La chanson de Bernardo Mk Smith Despres, Hyewon Yum, Didier jeunesse 14€ 2024
Chaque matin, il y a un petit miracle qui se produit dans la forêt. Le chant des oiseaux perce l’air frais et fait se lever le soleil. Sur son nénuphar, Bernardo écoute et savoure ce moment. Il observe les fleurs s’ouvrir, la rosée s’évaporer, il s’émerveille. Il aimerait tant participer à ce chant qui éveille la nature quotidiennement. Mais il n’a pas la voix des oiseaux, son chant de grenouille est plus caverneux, il sonne creux, comme le bois et la nuit. Il tente bien de se fondre dans le petit monde des oiseaux, mais personne n’est dupe. Pourtant, la chanson de Bernardo est belle elle aussi, et tout comme celle des grives, fauvettes et autres stirelles, elle a son utilité dans la forêt. Bernardo est une petite grenouille très attachante et on est soulagés avec lu quand il finit par trouver sa place dans la musique de la nature.

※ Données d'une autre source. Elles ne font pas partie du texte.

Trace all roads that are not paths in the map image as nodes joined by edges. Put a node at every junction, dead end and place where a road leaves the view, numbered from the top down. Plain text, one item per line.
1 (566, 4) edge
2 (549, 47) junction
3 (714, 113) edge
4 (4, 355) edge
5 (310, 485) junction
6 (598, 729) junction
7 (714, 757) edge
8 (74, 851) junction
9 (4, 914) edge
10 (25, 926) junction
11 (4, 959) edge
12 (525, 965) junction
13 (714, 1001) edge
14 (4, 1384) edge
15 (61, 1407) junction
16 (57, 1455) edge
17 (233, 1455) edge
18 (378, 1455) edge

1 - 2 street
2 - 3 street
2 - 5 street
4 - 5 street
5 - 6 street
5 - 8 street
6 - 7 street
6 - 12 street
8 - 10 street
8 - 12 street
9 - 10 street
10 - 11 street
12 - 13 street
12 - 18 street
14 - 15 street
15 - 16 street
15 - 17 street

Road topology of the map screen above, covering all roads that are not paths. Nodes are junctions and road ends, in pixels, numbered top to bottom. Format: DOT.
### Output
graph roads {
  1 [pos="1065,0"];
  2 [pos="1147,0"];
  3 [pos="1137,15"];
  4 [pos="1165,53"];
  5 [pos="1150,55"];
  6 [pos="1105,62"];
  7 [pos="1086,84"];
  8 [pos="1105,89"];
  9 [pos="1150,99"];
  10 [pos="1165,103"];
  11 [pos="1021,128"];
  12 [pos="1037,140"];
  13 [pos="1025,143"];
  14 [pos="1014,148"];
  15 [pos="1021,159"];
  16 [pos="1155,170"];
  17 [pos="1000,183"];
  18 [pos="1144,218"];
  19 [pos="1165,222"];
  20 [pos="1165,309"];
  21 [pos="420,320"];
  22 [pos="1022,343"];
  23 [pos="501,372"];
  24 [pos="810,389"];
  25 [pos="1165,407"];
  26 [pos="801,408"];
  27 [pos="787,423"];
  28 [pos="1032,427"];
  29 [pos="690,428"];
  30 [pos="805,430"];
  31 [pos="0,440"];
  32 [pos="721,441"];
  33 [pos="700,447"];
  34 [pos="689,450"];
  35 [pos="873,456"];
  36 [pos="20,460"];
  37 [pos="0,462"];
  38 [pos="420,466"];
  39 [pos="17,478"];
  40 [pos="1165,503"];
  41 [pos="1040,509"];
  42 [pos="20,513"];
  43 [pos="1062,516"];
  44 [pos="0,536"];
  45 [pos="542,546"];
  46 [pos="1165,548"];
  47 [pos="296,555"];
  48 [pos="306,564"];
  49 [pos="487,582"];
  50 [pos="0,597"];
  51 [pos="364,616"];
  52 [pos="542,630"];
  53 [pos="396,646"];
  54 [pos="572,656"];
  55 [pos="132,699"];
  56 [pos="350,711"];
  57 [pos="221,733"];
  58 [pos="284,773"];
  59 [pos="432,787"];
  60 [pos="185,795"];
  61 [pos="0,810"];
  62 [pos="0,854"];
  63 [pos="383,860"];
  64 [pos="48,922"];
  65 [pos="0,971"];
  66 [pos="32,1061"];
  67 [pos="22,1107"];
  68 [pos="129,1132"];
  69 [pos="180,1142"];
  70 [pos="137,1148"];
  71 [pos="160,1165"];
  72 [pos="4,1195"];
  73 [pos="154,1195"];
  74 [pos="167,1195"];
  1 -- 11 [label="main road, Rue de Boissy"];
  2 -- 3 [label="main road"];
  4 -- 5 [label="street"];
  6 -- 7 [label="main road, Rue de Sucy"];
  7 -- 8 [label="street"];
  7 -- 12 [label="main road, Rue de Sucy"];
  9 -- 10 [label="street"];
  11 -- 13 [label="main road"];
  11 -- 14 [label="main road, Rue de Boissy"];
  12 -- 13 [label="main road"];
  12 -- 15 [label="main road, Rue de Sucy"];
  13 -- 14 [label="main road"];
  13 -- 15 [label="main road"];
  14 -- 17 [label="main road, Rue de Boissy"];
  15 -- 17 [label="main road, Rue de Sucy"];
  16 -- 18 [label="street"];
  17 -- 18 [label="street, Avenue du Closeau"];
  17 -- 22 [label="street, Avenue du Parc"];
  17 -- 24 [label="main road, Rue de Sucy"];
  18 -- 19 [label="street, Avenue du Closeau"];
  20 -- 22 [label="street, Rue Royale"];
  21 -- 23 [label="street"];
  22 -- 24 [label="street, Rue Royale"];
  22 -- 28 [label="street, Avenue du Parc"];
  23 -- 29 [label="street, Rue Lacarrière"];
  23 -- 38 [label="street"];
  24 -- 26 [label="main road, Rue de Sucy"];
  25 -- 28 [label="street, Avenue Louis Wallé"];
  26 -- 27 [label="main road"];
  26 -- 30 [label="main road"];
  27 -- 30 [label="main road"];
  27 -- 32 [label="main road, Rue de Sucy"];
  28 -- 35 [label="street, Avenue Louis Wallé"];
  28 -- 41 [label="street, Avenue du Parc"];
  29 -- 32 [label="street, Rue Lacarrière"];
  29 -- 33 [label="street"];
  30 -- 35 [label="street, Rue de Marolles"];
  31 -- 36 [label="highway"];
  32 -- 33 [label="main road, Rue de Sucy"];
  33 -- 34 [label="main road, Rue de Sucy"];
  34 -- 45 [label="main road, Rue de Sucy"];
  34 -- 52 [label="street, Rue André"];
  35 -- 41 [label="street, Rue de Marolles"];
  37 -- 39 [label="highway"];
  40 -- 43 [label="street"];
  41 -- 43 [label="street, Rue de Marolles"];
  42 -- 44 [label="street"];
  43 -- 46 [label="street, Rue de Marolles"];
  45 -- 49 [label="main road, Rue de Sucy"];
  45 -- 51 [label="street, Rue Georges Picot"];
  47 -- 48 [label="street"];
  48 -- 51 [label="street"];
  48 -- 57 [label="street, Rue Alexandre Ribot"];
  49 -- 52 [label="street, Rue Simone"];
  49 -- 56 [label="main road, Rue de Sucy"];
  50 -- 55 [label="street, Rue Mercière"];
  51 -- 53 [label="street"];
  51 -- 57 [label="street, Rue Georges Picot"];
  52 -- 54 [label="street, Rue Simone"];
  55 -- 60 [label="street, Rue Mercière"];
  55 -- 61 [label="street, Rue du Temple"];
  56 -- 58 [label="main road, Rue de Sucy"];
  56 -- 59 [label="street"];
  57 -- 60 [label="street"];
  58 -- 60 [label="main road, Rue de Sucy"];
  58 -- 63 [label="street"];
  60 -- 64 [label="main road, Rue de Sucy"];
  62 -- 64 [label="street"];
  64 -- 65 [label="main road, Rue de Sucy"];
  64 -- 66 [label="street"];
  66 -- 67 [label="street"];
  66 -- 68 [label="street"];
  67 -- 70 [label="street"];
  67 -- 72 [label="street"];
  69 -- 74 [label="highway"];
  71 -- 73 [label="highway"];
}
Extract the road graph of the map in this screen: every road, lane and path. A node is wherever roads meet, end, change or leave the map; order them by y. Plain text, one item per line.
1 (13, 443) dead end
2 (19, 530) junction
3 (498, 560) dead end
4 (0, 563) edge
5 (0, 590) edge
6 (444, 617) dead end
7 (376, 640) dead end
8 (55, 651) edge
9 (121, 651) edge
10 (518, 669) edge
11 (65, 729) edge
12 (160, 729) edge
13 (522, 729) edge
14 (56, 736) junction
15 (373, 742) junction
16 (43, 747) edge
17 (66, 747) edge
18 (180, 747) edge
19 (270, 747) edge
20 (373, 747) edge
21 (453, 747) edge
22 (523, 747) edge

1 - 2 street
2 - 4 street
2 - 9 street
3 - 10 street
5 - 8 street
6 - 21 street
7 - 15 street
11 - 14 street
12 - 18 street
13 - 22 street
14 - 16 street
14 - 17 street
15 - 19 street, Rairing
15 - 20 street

Les images montrent une nature très délicatement représentée, les teintes chaudes de la journée nous plongent dans une ambiance accueillante tout comme les coloris sombres de la nuit nous entraînent vers le calme et la sérénité. Les expressions de Bernardo apportent une petite touche d’humour. Finalement dans une journée autour de l’étang il y a deux chansons pour accompagner deux moments qui ont autant d’importance l’un que l’autre. Un très joli album qui souligne à quel point la différence est une richesse.
Loup gris et le gang des petits, Gilles Bizouerne, Ronan badel, Didier jeunesse, 2024, 13€50
J’avoue que quand une nouvelle aventure de Loup Gris sort, je ne boude pas mon plaisir. La collection atteint avec ce nouvel opus la dizaine d’albums, et l’auteur Gilles Bizouerne nous régale toujours de nouvelles trouvailles. Dans « loup gris et le gang des petits », notre beautiful loser préféré est aux prises avec une bande de marmots au caractère bien trempé. Et pourtant, il n’a même pas essayé de les croquer ni rien, ce sont eux, les bougres, qui l’agressent ! Faut dire que pour les petiots c’est pas marrant, leurs parents inquiets ne cessent de les entraver : « Reste dans le pré… Ne t’éloigne pas… Reviens vite dans le poulailler », qu’est-ce que c’est casse-pieds ! Alors, cette fois, c’est décidé, ce problème, ils vont le régler, le loup, ils n’en veulent plus du tout.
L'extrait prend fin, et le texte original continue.